# Solving the SCF problem

For the work in this notebook we will stick with the aluminum setup introduced before with one additional hinge: We will allow to make the problem harder or easier, by forming a supercell.

- Since we are dealing with periodic problems there is no unique definition of the lattice. Clearly any duplication of the lattice along an axis is also a valid lattice.
- This is exactly what a **supercell** is: An $n$-fold repetition in one of the lattice axes.

The following code achieves this for aluminium:

In [None]:
using DFTK
using LinearAlgebra

function aluminium_setup(repeat=1; Ecut=13.0, kgrid=[2, 2, 2])
    a = 7.65339
    lattice = diagm(fill(a, 3))
    Al = ElementPsp(:Al, psp=load_psp("hgh/lda/al-q3"))
    atoms = [Al => [[0.0, 0.0, 0.0], [0.0, 0.5, 0.5], [0.5, 0.0, 0.5], [0.5, 0.5, 0.0]]]

    # Make supercell in pymatgen:
    # We convert our lattice to the conventions used in pymatgen
    # and then back ...
    mg_struct = pymatgen_structure(lattice, atoms)
    mg_struct.make_supercell([1, 1, repeat])
    lattice = load_lattice(mg_struct)
    atoms = [Al => [s.frac_coords for s in mg_struct.sites]];

    # Construct the LDA model and discretise
    model = model_LDA(lattice, atoms, temperature=1e-3)
    PlaneWaveBasis(model; Ecut, kgrid)
end

As we will see in this notebook the modelling of a system generally becomes harder if the system becomes larger. 

- This sounds like a trival statement as *per se* the cost per SCF step increases
  as the system (and thus $N$) gets larger.
- But there is more to it:
  If one is not careful also the *number of SCF iterations* increases
  as the system gets larger.
  
  
- The aim of many tricks I will show in this workbook is to ensure the **number of SCF iterations remains constant** when the system size increases.

## Gaining insight

In DFTK one can easily patch or extend the SCF procedure
by replacing parts of the code with custom callback functions.

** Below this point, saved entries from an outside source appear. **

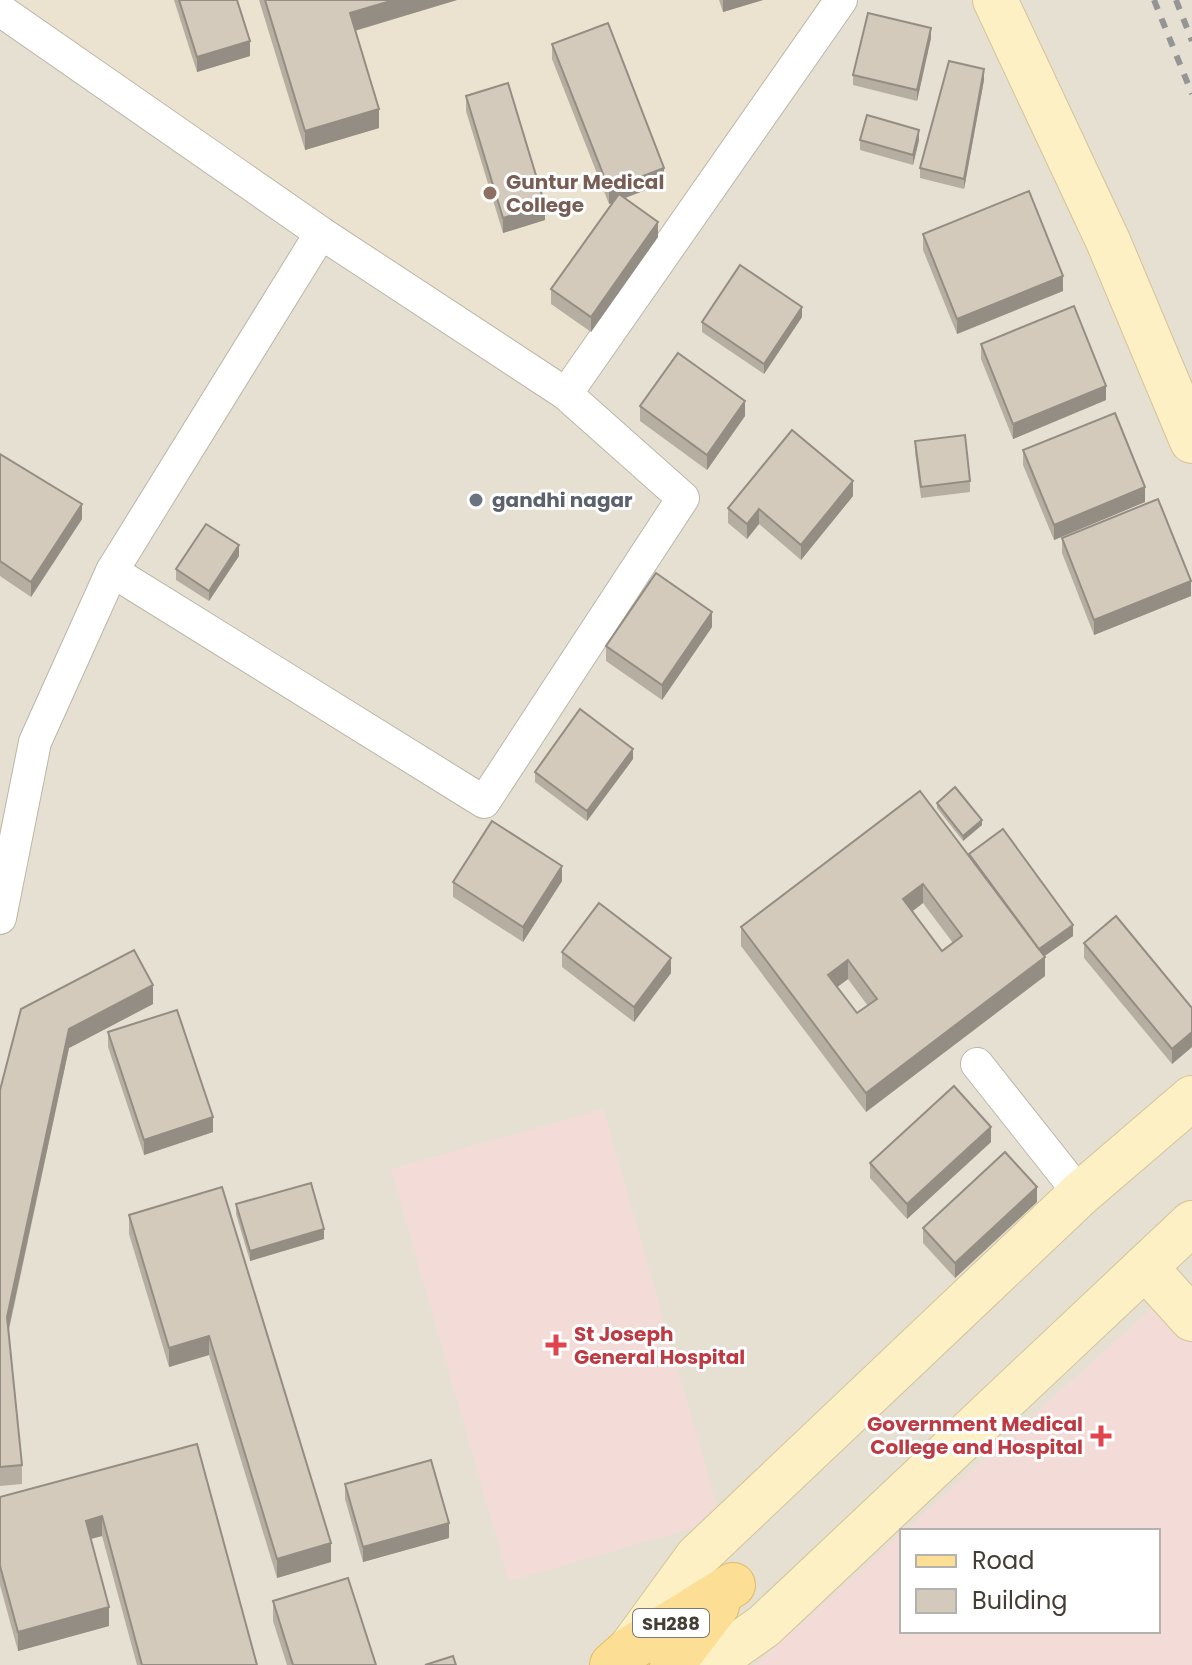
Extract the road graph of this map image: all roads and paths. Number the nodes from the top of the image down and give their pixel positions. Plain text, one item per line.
1 (841, 0) edge
2 (995, 0) edge
3 (0, 10) edge
4 (321, 233) junction
5 (566, 394) junction
6 (1192, 441) edge
7 (112, 571) junction
8 (0, 918) edge
9 (977, 1064) dead end
10 (1192, 1098) edge
11 (1080, 1194) junction
12 (1189, 1231) edge
13 (1145, 1267) junction
14 (1192, 1319) edge
15 (621, 1657) edge
16 (672, 1665) edge
17 (698, 1665) edge

1 - 5 street
2 - 6 street
3 - 4 street
4 - 5 street
4 - 7 street
5 - 7 street
7 - 8 street
9 - 11 street
10 - 11 street
11 - 15 street
12 - 13 street
13 - 14 street
13 - 17 street
15 - 16 main road, SH288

We will use this in this notebook to construct our own SCF solver,
but without needing to worry about all the nasty bits
(proper normalisation, numerically stable formation of the density etc.).

Before we do that, let's demonstrate first how to use callbacks to extract information from a running SCF:

In [None]:
using DFTK
using Plots

p = plot(yaxis=:log)  # Setup an empty plot canvas
density_differences = Float64[]
function plot_callback(info)    
    if info.stage == :finalize
        # When done with the SCF: Plot it!
        plot!(p, density_differences, label="|ρout - ρin|", markershape=:x)
    else
        # Just add the density difference of this step
        push!(density_differences, norm(info.ρout - info.ρin))
    end
        
    info  # Pass info through to allow callback chaining
end

# Chain the custom callback with the default one
# (printing the convergence table)
callback = DFTK.ScfDefaultCallback() ∘ plot_callback
    
# Run the SCF and show the plot
scfres = self_consistent_field(aluminium_setup(); tol=1e-12, callback=callback);
p

**Exercise:** Try making this problem harder by running on `aluminium_setup(2)` and `aluminium_setup(5)` (or higher if you can efford it). What do you observe in the plot?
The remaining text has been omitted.